LOGSOURCEINFO (CMDB)*

logsourceinfo.flush_interval_seconds 
Time interval, in seconds, for collecting log source host data and forwarding it to the Log-based CI candidate table. (Default value = 3600)

logsourceinfo.max_map_size 
Maximum number of data nodes to be stored before the data is forwarded to the Log-based CI candidates table. (Default value = 1000)

logsourceinfo.monitoring.interval_seconds 
Time interval, in seconds, for scanning log events to discover host-related data. (Default value = 60)

*NEW system properties available starting from HLA December Store release


METRICATOR

Middle of the Data ingestion pipeline. Responsible for storing and measuring unique metrics.

metricator.cache_eviction_factor 
Number of raw metrics to evict from the cache when eviction is needed

metricator.cache_size 
Maximum number of raw metrics to hold in memory

metricator.concurrency_override
If specified, the value will override the initial automatic allocation of resources to the metricator.

metricator.exclude_extended_keyword_metrics 
A list of regex that will exclude extended keyword metrics of type ERROR/EXCEPTION from being created. ex: .*love.*

metricator.min_severity 
Minimum severity of an event for creating raw and pattern metrics

metricator.new_pattern_min_severity 
Minimum severity of an event for creating new pattern metrics

metricator.queue_size 
Number of events that can be buffered in the metricator before it starts blocking the processing pipe.

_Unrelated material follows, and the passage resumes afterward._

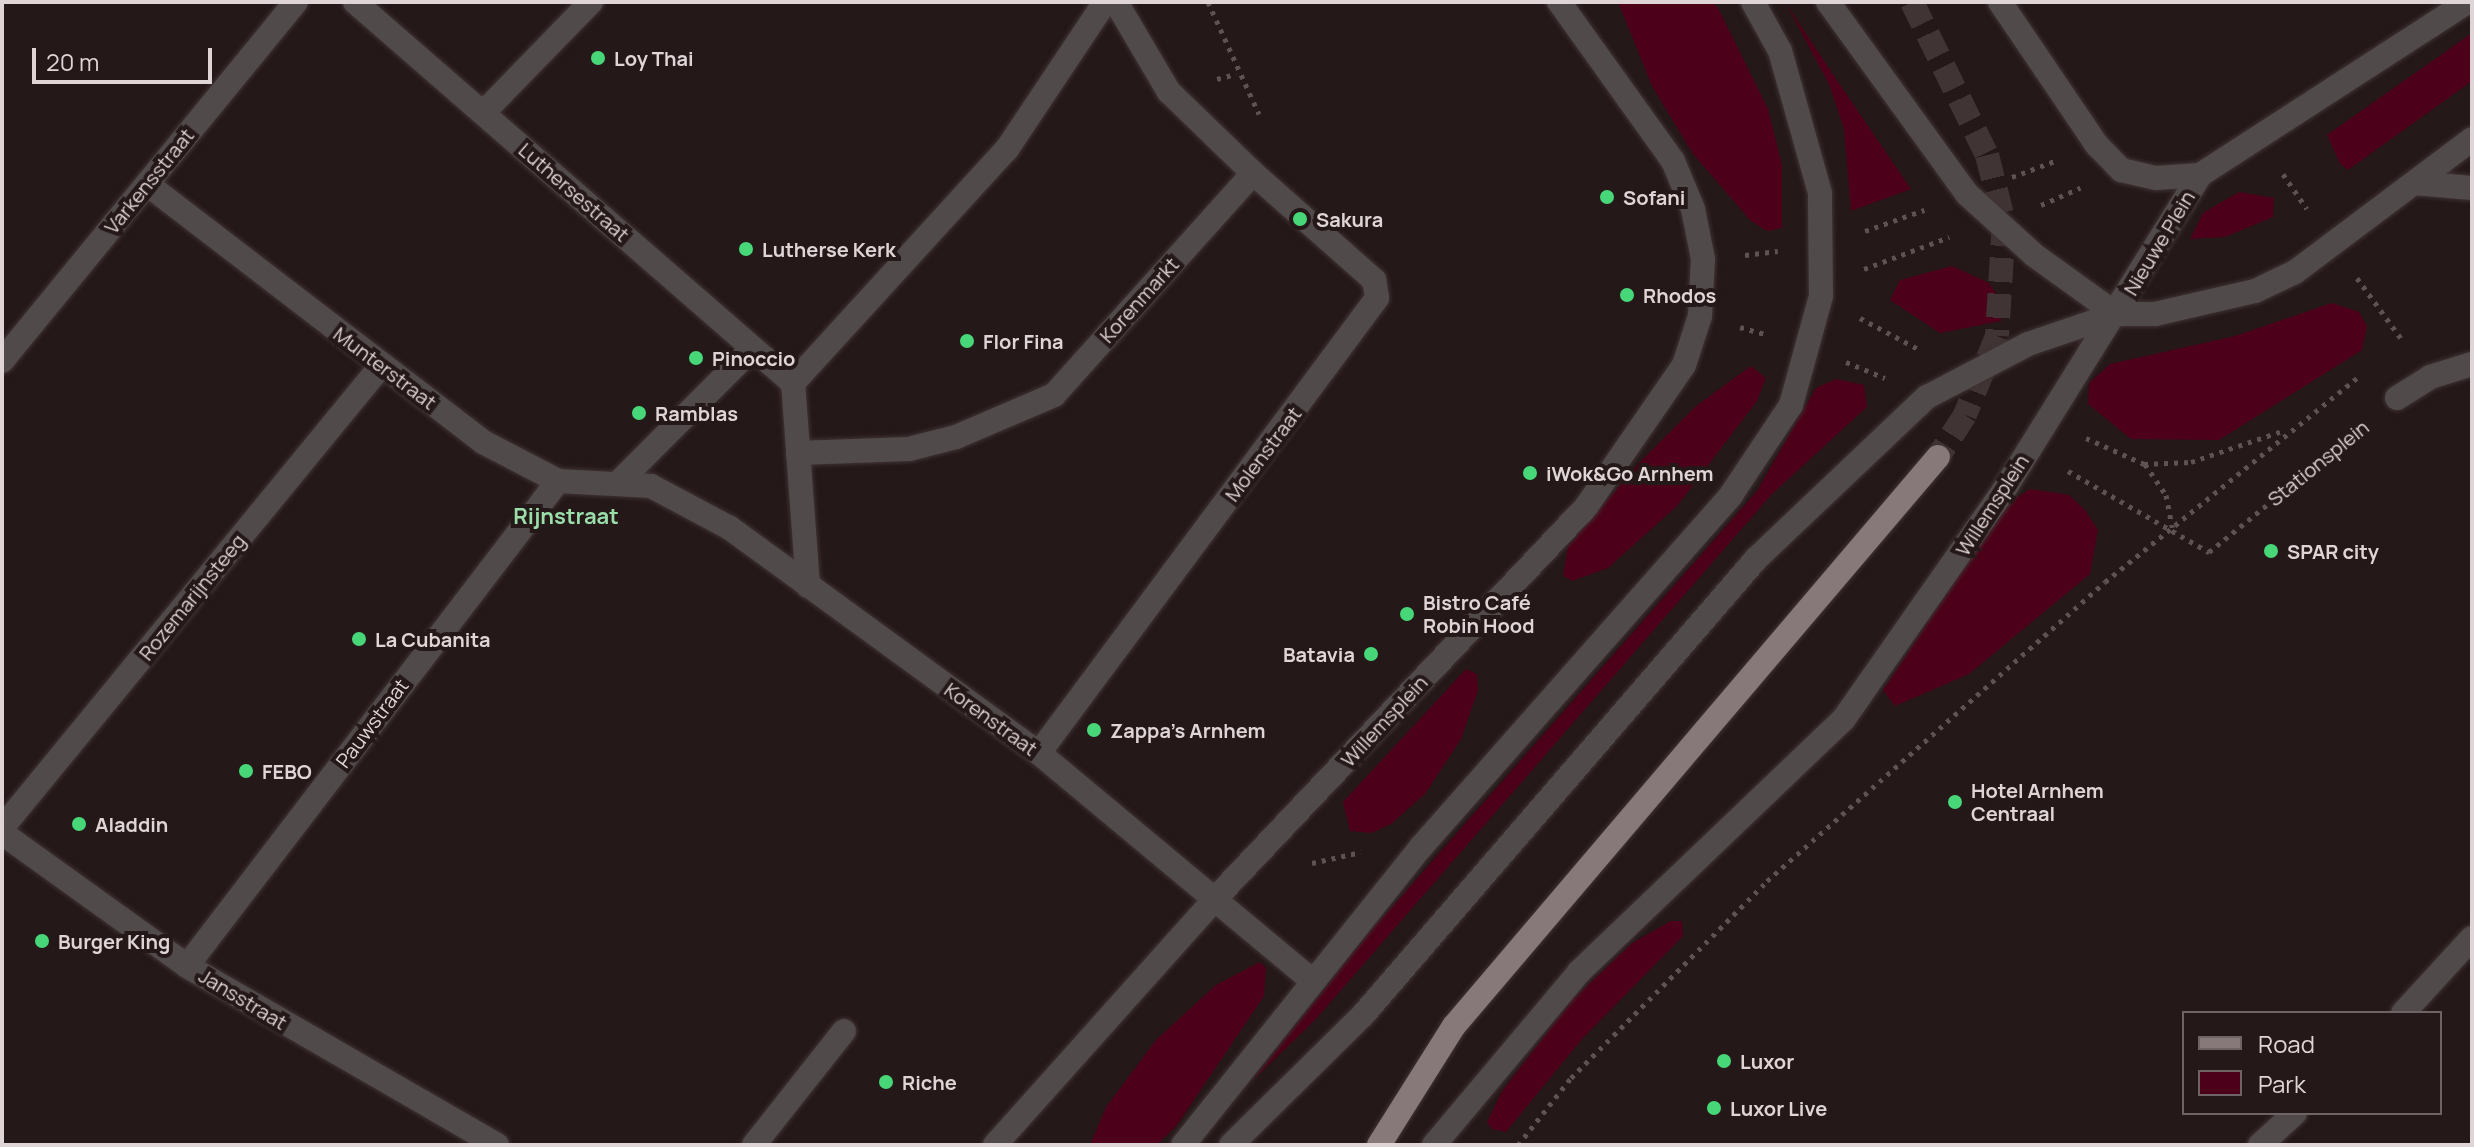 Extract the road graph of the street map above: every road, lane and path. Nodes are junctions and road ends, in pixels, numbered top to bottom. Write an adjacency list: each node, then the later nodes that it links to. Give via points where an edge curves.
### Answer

metricator.workload_level 
Work load level in which the Metricator considered stressed, options are: LOW, MEDIUM, HIGH.


NOTIFICATIONS

notifications.default.recipients.configuration_notifications 
Default recipients of configuration-related notifications, such as JS errors, timestamp parsing etc.

notifications.default.recipients.operational_notifications 
Default recipients of operations-related notifications, such as Crashes


PATTERNATOR

Pattern recognition and analysis

patternator.cache_eviction_factor 
Number of patterns to evict from the cache when eviction is needed

patternator.cache_size 
Maximum number of patterns to hold in memory

patternator.concurrency_override 
If specified, the value will override the initial automatic allocation of resources to the patternator.

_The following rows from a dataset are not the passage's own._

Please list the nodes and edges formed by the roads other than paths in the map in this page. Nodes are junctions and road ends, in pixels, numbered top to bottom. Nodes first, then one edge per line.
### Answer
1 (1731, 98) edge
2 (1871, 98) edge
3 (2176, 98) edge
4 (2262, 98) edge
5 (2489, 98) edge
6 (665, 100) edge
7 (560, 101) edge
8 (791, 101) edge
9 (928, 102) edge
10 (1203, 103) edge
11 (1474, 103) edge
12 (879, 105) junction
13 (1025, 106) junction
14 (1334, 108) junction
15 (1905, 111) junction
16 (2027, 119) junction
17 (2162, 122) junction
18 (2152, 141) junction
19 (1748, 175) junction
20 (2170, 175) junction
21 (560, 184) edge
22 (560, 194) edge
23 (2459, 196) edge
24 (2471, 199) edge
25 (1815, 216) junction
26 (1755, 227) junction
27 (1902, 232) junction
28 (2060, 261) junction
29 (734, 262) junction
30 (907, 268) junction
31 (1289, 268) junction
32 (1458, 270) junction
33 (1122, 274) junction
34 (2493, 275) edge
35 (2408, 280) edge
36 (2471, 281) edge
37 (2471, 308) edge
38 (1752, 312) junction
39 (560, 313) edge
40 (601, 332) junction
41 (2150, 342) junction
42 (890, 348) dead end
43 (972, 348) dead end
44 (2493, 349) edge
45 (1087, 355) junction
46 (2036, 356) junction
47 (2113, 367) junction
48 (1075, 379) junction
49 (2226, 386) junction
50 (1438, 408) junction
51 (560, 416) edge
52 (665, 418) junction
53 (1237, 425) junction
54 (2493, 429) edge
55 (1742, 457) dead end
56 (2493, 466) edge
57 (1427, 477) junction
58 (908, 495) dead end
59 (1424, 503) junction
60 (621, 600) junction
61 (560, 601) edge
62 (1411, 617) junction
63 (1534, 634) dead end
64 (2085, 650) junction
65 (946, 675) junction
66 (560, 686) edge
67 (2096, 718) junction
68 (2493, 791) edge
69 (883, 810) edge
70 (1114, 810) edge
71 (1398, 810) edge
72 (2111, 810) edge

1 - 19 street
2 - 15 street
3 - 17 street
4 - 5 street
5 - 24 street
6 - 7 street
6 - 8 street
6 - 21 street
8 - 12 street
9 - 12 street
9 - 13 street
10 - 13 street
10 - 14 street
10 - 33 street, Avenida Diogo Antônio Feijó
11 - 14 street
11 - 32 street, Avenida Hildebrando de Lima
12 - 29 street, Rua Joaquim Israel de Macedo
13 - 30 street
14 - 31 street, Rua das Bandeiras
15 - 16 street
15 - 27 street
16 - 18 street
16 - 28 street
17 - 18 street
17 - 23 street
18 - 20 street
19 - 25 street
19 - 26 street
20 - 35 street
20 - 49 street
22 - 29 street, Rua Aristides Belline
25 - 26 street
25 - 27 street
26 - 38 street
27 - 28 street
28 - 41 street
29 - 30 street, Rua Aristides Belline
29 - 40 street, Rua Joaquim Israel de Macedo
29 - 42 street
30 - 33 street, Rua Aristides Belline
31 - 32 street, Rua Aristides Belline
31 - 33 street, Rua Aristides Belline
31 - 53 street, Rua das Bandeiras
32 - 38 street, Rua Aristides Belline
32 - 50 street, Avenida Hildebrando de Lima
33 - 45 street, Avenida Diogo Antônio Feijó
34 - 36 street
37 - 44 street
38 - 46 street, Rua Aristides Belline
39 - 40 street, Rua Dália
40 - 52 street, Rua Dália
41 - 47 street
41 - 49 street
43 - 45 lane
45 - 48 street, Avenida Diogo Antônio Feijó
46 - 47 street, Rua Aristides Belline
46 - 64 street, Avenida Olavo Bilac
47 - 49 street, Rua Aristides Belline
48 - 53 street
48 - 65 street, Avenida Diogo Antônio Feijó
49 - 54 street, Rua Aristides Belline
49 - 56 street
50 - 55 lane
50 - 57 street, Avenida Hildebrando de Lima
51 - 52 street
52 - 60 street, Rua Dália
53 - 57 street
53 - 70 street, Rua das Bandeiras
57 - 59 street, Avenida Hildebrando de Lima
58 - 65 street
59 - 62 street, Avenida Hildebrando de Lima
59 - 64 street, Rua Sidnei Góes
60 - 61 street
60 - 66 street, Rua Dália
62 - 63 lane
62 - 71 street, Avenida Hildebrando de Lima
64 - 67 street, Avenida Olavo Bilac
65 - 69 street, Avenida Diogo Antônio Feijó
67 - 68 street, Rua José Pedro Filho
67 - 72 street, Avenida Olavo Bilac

patternator.gbp.bulk.queue_size 
Max number of GBP statements pending to be written to the DB, before updates start getting dropped.

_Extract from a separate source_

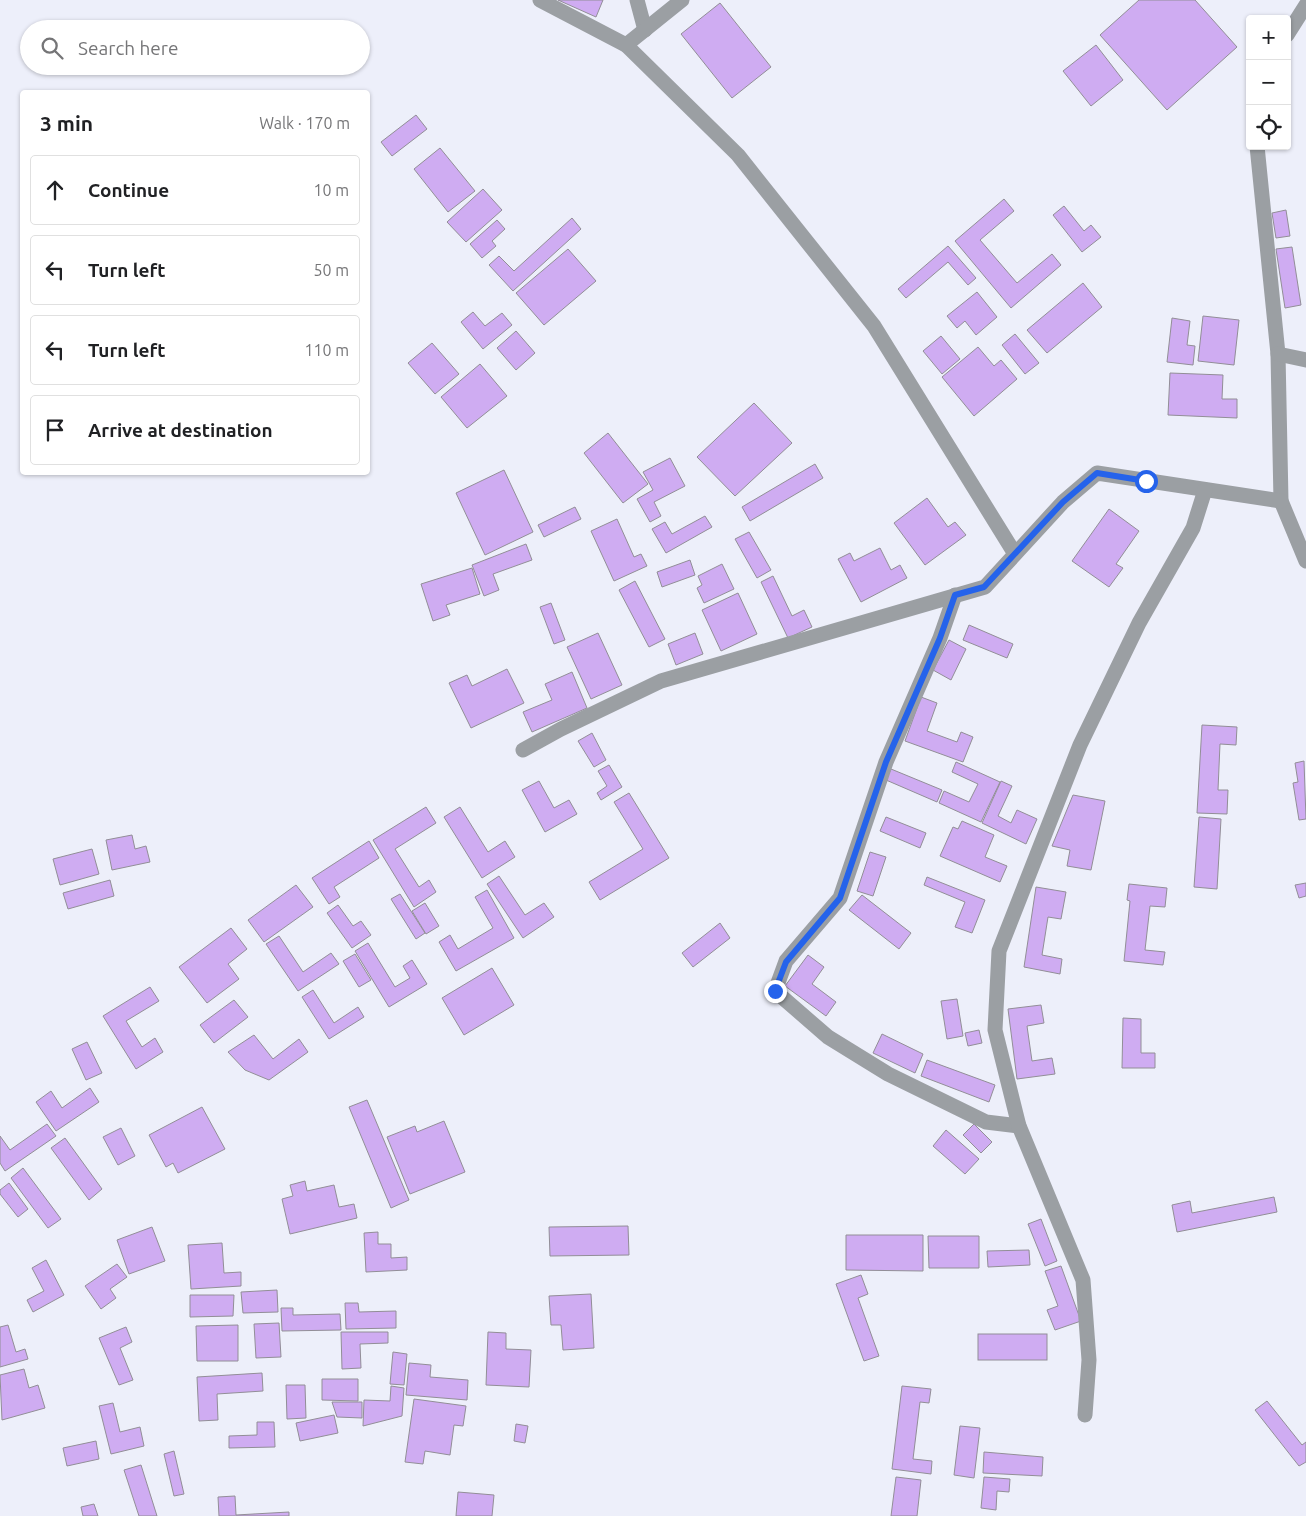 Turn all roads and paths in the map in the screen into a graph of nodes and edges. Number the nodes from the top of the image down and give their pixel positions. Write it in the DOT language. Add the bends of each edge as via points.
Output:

patternator.gbp.bulk.size 
Number of statements to trigger an update to the DB

patternator.gbp.examples.until.greedy 
Num of events to learn which greedy replacements to use

patternator.gbp.max.node.chars 
Max number of characters in gbp node

patternator.queue_size 
Number of events that can be buffered in the patternator before it starts blocking the processing pipe.

patternator.rate_limit 
Maximum number of new patterns per second

patternator.